Der Everest war ein Wahnsinn, toll, eine große Tat, gemeinsam mit anderen und natürlich war auch viel Glück dabei. Aber ich habe ihn auch nie überbewertet. Ich war dort nicht in meiner stärksten Verfassung, die war später z. B. am Kangchendzönga besser. Der Everest, das war der Hippiepeak, eine Legende, aber für mich waren der Gasherbrum I und der Kangchendzönga genauso wichtig.
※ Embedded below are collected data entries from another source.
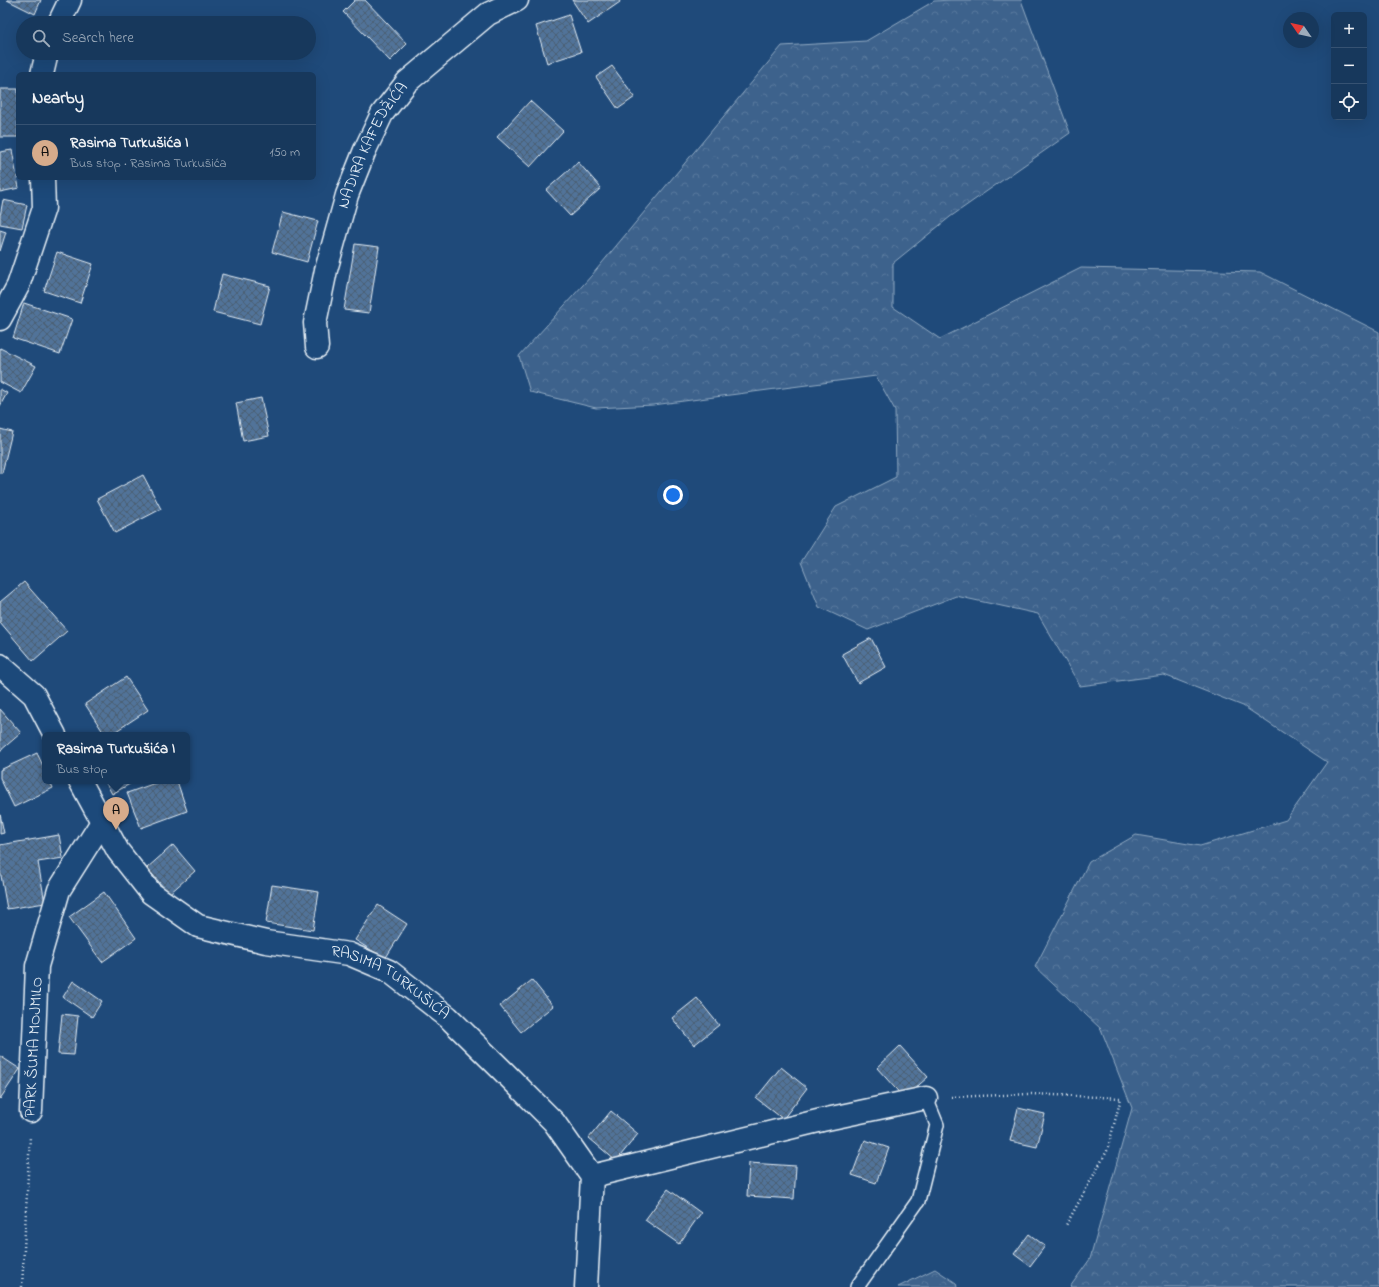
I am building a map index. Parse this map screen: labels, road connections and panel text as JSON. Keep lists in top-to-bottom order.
{
  "streets": {
    "street": ["NADIRA KAFEDŽIĆA", "RASIMA TURKUŠIĆA", "PARK ŠUMA MOJMILO"]
  },
  "crossings": [
    ["RASIMA TURKUŠIĆA", "PARK ŠUMA MOJMILO"]
  ],
  "north": "top left",
  "page": {
    "map_buttons": ["+", "−"],
    "search": "Search here",
    "heading": "Nearby",
    "list": [
      {
        "mark": "A",
        "name": "Rasima Turkušića I",
        "note": "Bus stop · Rasima Turkušića",
        "value": "150 m"
      }
    ],
    "popup": ["Rasima Turkušića I", "Bus stop"],
    "pins": "A"
  }
}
Ich hab‘ dem Everest natürlich auch viel zu verdanken, er hat unser Team weltweit bekannt gemacht und uns danach auch manches ermöglicht, er hat es uns leichter gemacht unsere Träume zu verwirklichen, Expeditionen in Nepal und Südamerika. Aber es ist auch ein Erlebnis, das schon lange zurückliegt. Für mich sind die first places in meinem Leben viel mehr im Jetzt, was ich gestern geleistet habe, heute tue oder morgen plane. Ich sehe das immer wieder, wenn ich mit Gruppen unterwegs bin, ob in Sardinien oder in Nepal, und mich die Leute dann dort, direkt beim Gehen nach dem
Everest fragen. Dann bin ich doch dort unterwegs und nicht in der Vergangenheit. Aber was schon auch stimmt, der Everest hat mich damals aus einer wirtschaftlich schwachen
Position herausgeholt. Ich konnte mir danach das Haus bauen, in dem ich heute noch lebe. Und er hat mir die Angst vor der Altersarmut genommen, die ich schon von meiner Jugend an hatte. Nach dem Everest mussten wir nicht für unseren Lebensunterhalt jeden Groschen umdrehen.
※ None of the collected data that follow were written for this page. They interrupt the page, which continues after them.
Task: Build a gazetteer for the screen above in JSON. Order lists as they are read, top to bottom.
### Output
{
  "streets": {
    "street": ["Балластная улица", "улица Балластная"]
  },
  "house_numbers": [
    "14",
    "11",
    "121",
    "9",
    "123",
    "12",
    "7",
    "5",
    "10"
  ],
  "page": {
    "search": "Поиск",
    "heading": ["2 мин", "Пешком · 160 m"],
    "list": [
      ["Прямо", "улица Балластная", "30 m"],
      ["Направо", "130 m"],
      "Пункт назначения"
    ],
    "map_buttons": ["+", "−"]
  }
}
Zu Deinem 75. Geburtstag konnten wir unseren Klassiker „Das Ziel ist der Gipfel“ ein wenig erweitern und aktualisieren, unter anderem um das Erlebnis der Wiederbegehung der Eiger-Nordwand mit David Lama. Er ist, wie viele andere Deiner Weggefährten, in den Bergen verunglückt. Wie blickst Du auf solche Verluste zurück und wie hat das Risiko beim Bergsteigen Dich selbst geprägt?
Ich hab‘ immer das große Glück gehabt, mit wirklich guten Leuten unterwegs sein zu können, mit den besten. Und ich habe sie immer durch Zufall getroffen, den Reinhold Messner, Doug Scott und wie sie alle heißen. Immer zu einem Zeitpunkt, an dem ich nicht daran gedacht habe, so jetzt muss ich mich mit dem oder dem zusammentun. Ich bin ein kontaktfreudiger Mensch, da hat sich das ganz einfach ergeben. Und natürlich gibt es dann die Traurigkeit, wenn man als 80-jähriger weiß, dass viele von diesen Besten, mit denen man unterwegs war, nicht mehr da sind. Zu Allerseelen schreibe ich immer ihre Namen auf und frag mich, sind die da noch irgendwo, hocken die da irgendwo auf Wolke 7. Und dann weiß ich, die gibt’s noch, denn man denkt an sie. Sie haben es mir ermöglicht zu überleben, weil sie da waren, und gut und stark waren. Ich bin mit ihnen durch gemeinsame Erlebnisse verbunden, man war eine Seilschaft, das bleibt man. Und so lebe ich ein bissl in der Vergangenheit, ganz viel im Jetzt und denk aber auch ein bissl an Morgen.
Was das Risiko am Berg betrifft: In der Jugend ist die Ungestümheit natürlich viel größer, man verdrängt auch mehr – und traut sich dadurch auch mehr. Jetzt denke ich oft: Wenn mir da heut was passiert, dann heilt das lange nicht! Es ist ein Rückzug aus der Risikobereitschaft. Man kennt sich gut, aber man kennt sich nie ganz, man entdeckt immer wieder neue Facetten. Vorsicht ist auch eine Art Achtsamkeit sich selbst gegenüber. Ich habe keine Schrittzähler und keinen Pulsmesser, man muss in sich hineinhören. Routine ist wichtig, aber auch sie macht auch anfällig für Fehler. Heute schau ich vielleicht noch mehr als früher drauf, dass meine Partner am Berg gut sind, man muss sich mögen und ebenso muss man sich selbst mögen und wieder ein guter Partner zu sein.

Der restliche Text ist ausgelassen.